Share

Rumah Disita, Tawaran Tinggal Bersama

Setelah semalaman bulan menggantung, kini giliran matahari yang perlahan naik ke peraduan.

Kedua mata Arshaka mengerjap ketika mendengar alarm yang tak kunjung berhenti dari tadi. Tak perlu menoleh, ia segera meraih benda pipih di atas nakas dan melihat pukul berapa sekarang.

Namun saat ia melihat angka sembilan di layar, kedua mata yang tadi masih berat mendadak terbuka lebar.

"Sial! Aku benar-benar tidur seperti orang mati," pekiknya, di detik berikutnya ia segera bangkit dari ranjang.

Entah kapan terakhir kali Arshaka tertidur nyenyak. Agaknya perut yang dipuaskan semalam sungguh membuatnya terlena dalam kenyamanan.

Tak suka membuang waktu, Arshaka bergegas keluar setelah mengenakan pakaian. Rambut disisir seadanya, wajah yang kusut kini sudah rapi seperti baru disetrika.
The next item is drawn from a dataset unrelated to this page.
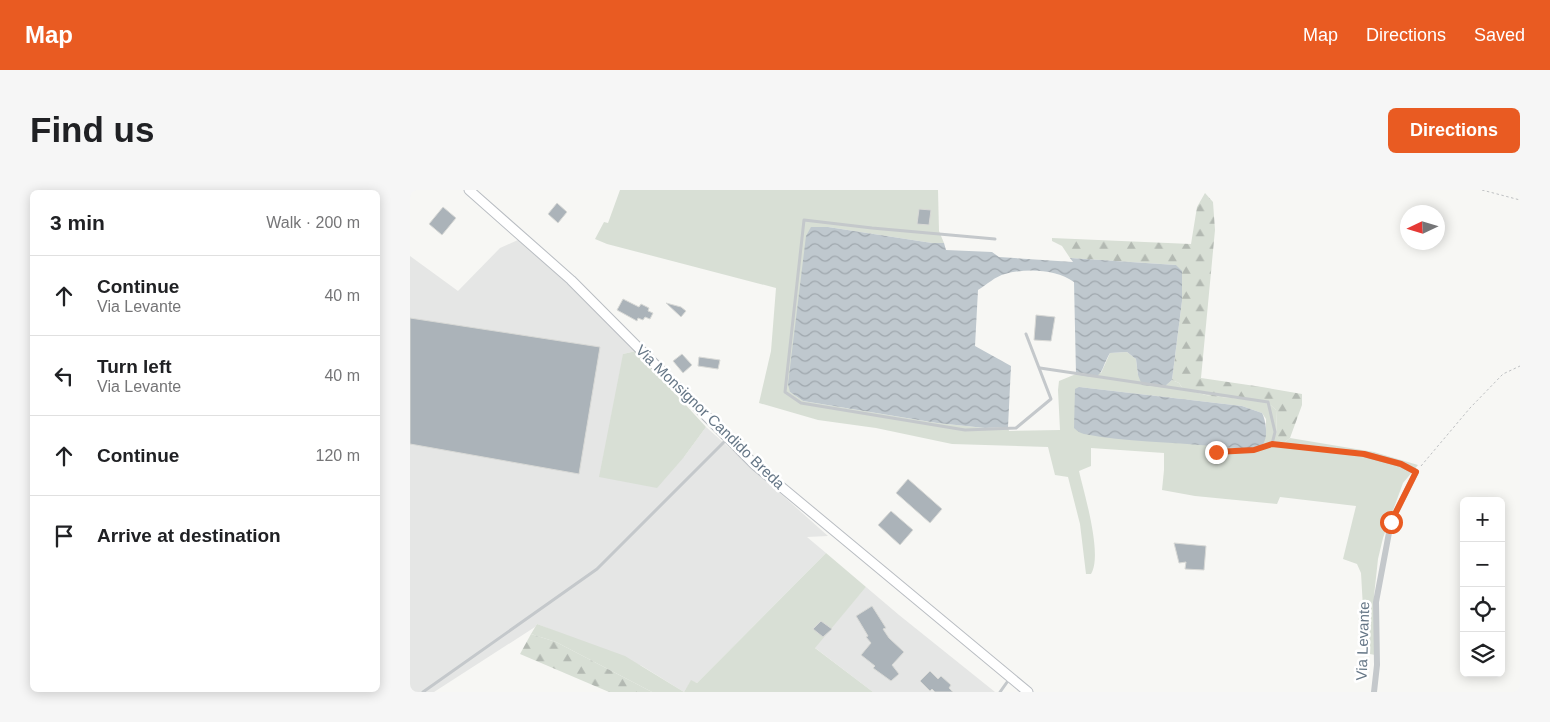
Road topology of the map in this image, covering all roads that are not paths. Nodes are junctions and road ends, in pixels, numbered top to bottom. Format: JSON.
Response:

"Pukul berapa pertemuan dengan Grup Sean?" tanyanya seraya menerima beberapa dokumen dari anak buah.

"Pukul sebelas. Masih ada waktu, Bos."

Mendengar itu Arshaka mengangguk. Dalam hatinya merasa lega, bagaimanapun ia tidak suka terlambat.

"Sarapan sudah siap, Bos," sapa seorang pria berambut ikal dari arah perapian.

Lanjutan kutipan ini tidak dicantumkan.